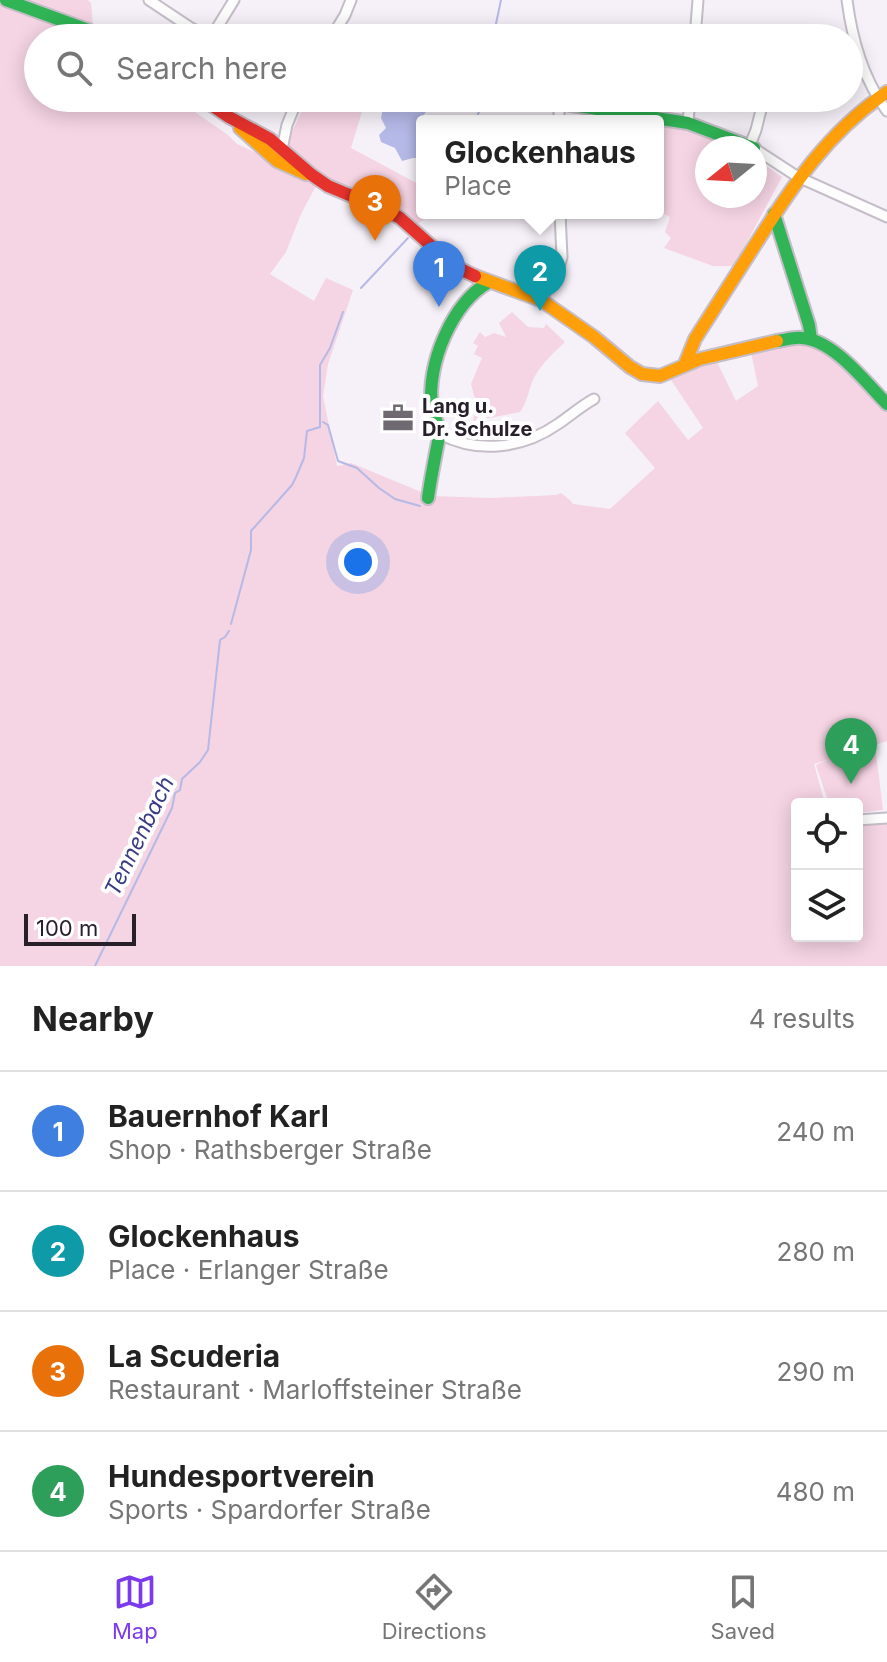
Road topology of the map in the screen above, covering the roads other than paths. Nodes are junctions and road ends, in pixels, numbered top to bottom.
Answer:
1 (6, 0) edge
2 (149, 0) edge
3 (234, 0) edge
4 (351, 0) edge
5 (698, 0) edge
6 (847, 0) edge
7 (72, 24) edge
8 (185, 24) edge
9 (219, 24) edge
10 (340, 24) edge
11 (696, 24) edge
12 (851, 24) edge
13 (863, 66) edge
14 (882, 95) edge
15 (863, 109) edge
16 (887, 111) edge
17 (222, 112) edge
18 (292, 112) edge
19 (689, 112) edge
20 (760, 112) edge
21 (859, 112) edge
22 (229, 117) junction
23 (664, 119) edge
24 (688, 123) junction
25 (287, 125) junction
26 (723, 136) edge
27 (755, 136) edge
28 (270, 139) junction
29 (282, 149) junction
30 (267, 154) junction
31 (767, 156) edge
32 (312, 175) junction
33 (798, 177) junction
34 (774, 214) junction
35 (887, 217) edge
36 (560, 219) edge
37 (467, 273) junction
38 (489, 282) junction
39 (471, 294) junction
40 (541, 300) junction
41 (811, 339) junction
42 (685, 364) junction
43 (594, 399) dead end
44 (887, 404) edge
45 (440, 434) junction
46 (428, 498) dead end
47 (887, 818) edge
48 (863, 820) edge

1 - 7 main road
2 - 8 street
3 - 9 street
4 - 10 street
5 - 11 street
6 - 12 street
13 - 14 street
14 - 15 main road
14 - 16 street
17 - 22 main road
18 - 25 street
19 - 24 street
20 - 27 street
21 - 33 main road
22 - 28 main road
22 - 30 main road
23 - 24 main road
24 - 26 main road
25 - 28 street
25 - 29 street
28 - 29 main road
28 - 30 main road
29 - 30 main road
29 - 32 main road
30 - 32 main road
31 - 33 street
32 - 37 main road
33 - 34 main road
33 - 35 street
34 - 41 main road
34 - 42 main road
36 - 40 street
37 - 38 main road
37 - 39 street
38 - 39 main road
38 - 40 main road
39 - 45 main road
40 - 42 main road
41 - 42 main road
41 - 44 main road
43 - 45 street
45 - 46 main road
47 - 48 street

==============================

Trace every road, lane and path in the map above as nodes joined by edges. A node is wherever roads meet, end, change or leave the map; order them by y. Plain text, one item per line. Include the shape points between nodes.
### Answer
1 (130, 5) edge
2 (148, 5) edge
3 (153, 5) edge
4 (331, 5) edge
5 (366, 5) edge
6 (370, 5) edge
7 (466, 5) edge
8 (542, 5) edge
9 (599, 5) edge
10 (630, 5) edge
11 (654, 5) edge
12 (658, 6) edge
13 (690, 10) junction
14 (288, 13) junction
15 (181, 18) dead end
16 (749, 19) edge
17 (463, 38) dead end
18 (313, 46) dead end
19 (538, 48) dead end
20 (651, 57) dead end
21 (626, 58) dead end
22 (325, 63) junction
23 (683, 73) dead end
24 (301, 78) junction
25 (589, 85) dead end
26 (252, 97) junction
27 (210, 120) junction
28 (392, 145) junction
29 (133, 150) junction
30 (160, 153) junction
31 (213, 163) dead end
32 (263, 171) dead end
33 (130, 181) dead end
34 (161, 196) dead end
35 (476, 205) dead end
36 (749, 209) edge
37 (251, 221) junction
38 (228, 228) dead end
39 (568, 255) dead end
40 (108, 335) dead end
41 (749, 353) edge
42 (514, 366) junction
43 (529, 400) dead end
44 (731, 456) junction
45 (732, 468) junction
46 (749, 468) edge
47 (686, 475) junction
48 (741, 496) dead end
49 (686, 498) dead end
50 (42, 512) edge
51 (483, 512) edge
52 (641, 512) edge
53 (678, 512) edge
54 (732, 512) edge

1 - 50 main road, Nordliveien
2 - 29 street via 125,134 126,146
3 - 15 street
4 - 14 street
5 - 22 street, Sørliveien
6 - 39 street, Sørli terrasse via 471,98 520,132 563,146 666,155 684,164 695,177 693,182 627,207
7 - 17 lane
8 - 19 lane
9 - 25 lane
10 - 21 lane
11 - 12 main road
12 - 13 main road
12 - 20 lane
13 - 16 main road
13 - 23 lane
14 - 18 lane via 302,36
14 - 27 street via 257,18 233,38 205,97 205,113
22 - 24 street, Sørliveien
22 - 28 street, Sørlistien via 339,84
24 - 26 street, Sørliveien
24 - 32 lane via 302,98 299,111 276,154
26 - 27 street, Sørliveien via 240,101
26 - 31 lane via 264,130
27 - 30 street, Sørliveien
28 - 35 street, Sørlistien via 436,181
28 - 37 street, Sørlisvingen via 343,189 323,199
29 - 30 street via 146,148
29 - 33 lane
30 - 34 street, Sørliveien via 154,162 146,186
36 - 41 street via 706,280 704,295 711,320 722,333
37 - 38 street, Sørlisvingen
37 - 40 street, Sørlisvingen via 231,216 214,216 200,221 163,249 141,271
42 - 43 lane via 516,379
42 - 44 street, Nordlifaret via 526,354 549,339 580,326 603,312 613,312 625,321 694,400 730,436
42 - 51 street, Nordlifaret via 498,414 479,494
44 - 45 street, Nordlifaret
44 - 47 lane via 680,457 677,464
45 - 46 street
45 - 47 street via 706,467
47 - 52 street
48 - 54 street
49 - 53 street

==============================

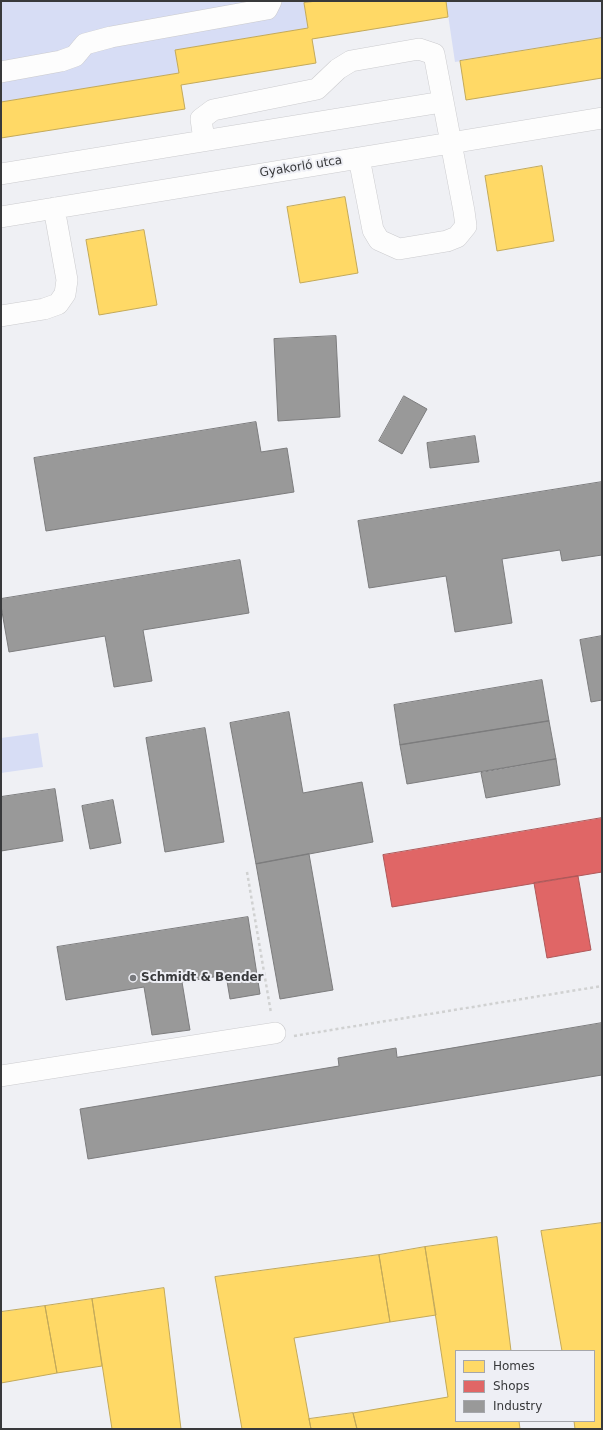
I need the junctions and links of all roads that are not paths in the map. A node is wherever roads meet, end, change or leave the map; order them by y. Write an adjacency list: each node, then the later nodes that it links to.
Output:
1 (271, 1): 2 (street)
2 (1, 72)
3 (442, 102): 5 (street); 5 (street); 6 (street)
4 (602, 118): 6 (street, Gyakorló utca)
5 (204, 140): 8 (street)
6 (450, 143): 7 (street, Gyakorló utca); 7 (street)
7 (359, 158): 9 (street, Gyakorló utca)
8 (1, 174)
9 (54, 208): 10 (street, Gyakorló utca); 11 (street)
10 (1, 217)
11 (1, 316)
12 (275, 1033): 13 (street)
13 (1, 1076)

==============================

A single number is the expected answer: how many lines of the entries contain "order".

Response
2